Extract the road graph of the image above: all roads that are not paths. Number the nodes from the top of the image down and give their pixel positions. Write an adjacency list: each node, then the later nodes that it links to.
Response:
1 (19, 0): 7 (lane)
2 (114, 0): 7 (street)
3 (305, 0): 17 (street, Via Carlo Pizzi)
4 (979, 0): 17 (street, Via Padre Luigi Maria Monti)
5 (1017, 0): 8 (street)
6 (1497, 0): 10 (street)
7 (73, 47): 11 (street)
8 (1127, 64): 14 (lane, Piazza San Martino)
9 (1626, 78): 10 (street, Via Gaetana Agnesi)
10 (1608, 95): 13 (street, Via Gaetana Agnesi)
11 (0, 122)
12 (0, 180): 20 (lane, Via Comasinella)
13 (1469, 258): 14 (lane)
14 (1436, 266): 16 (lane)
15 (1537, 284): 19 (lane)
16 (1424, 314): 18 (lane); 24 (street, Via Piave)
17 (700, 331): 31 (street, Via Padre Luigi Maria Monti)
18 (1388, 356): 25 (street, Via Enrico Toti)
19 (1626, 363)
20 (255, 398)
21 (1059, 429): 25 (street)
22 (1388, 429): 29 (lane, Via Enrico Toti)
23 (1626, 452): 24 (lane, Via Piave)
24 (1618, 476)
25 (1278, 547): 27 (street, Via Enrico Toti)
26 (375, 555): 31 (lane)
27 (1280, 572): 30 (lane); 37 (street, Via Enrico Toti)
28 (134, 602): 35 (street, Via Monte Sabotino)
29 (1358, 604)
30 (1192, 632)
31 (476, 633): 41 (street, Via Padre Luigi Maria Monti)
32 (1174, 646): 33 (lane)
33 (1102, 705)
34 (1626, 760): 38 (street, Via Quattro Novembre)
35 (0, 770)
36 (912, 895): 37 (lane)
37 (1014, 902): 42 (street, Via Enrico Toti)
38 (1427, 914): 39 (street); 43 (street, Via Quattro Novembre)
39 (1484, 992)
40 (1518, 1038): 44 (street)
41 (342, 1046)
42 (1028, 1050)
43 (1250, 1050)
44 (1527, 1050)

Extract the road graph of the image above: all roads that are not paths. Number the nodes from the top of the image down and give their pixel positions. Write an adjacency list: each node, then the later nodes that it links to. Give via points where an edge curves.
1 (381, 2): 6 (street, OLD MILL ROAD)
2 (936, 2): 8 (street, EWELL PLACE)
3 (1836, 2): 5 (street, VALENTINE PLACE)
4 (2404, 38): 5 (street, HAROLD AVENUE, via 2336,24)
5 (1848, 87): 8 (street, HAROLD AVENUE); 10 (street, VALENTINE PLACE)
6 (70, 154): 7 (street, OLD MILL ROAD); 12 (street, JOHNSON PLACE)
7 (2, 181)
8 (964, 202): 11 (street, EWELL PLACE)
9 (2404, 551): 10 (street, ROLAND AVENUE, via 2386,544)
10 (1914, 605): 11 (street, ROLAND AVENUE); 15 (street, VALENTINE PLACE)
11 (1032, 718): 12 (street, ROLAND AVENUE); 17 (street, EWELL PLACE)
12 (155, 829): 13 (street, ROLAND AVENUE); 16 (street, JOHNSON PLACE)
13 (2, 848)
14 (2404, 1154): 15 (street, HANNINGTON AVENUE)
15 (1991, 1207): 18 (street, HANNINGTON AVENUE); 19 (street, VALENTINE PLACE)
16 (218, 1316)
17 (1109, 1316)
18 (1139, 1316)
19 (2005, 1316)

□ □ □ □ □

- **Task to carry out**
All the lines above should be written out once more, exactly.

- **Output of the exercise**
Extract the road graph of the image above: all roads that are not paths. Number the nodes from the top of the image down and give their pixel positions. Write an adjacency list: each node, then the later nodes that it links to.
Response:
1 (19, 0): 7 (lane)
2 (114, 0): 7 (street)
3 (305, 0): 17 (street, Via Carlo Pizzi)
4 (979, 0): 17 (street, Via Padre Luigi Maria Monti)
5 (1017, 0): 8 (street)
6 (1497, 0): 10 (street)
7 (73, 47): 11 (street)
8 (1127, 64): 14 (lane, Piazza San Martino)
9 (1626, 78): 10 (street, Via Gaetana Agnesi)
10 (1608, 95): 13 (street, Via Gaetana Agnesi)
11 (0, 122)
12 (0, 180): 20 (lane, Via Comasinella)
13 (1469, 258): 14 (lane)
14 (1436, 266): 16 (lane)
15 (1537, 284): 19 (lane)
16 (1424, 314): 18 (lane); 24 (street, Via Piave)
17 (700, 331): 31 (street, Via Padre Luigi Maria Monti)
18 (1388, 356): 25 (street, Via Enrico Toti)
19 (1626, 363)
20 (255, 398)
21 (1059, 429): 25 (street)
22 (1388, 429): 29 (lane, Via Enrico Toti)
23 (1626, 452): 24 (lane, Via Piave)
24 (1618, 476)
25 (1278, 547): 27 (street, Via Enrico Toti)
26 (375, 555): 31 (lane)
27 (1280, 572): 30 (lane); 37 (street, Via Enrico Toti)
28 (134, 602): 35 (street, Via Monte Sabotino)
29 (1358, 604)
30 (1192, 632)
31 (476, 633): 41 (street, Via Padre Luigi Maria Monti)
32 (1174, 646): 33 (lane)
33 (1102, 705)
34 (1626, 760): 38 (street, Via Quattro Novembre)
35 (0, 770)
36 (912, 895): 37 (lane)
37 (1014, 902): 42 (street, Via Enrico Toti)
38 (1427, 914): 39 (street); 43 (street, Via Quattro Novembre)
39 (1484, 992)
40 (1518, 1038): 44 (street)
41 (342, 1046)
42 (1028, 1050)
43 (1250, 1050)
44 (1527, 1050)

Extract the road graph of the image above: all roads that are not paths. Number the nodes from the top of the image down and give their pixel positions. Write an adjacency list: each node, then the later nodes that it links to. Give via points where an edge curves.
1 (381, 2): 6 (street, OLD MILL ROAD)
2 (936, 2): 8 (street, EWELL PLACE)
3 (1836, 2): 5 (street, VALENTINE PLACE)
4 (2404, 38): 5 (street, HAROLD AVENUE, via 2336,24)
5 (1848, 87): 8 (street, HAROLD AVENUE); 10 (street, VALENTINE PLACE)
6 (70, 154): 7 (street, OLD MILL ROAD); 12 (street, JOHNSON PLACE)
7 (2, 181)
8 (964, 202): 11 (street, EWELL PLACE)
9 (2404, 551): 10 (street, ROLAND AVENUE, via 2386,544)
10 (1914, 605): 11 (street, ROLAND AVENUE); 15 (street, VALENTINE PLACE)
11 (1032, 718): 12 (street, ROLAND AVENUE); 17 (street, EWELL PLACE)
12 (155, 829): 13 (street, ROLAND AVENUE); 16 (street, JOHNSON PLACE)
13 (2, 848)
14 (2404, 1154): 15 (street, HANNINGTON AVENUE)
15 (1991, 1207): 18 (street, HANNINGTON AVENUE); 19 (street, VALENTINE PLACE)
16 (218, 1316)
17 (1109, 1316)
18 (1139, 1316)
19 (2005, 1316)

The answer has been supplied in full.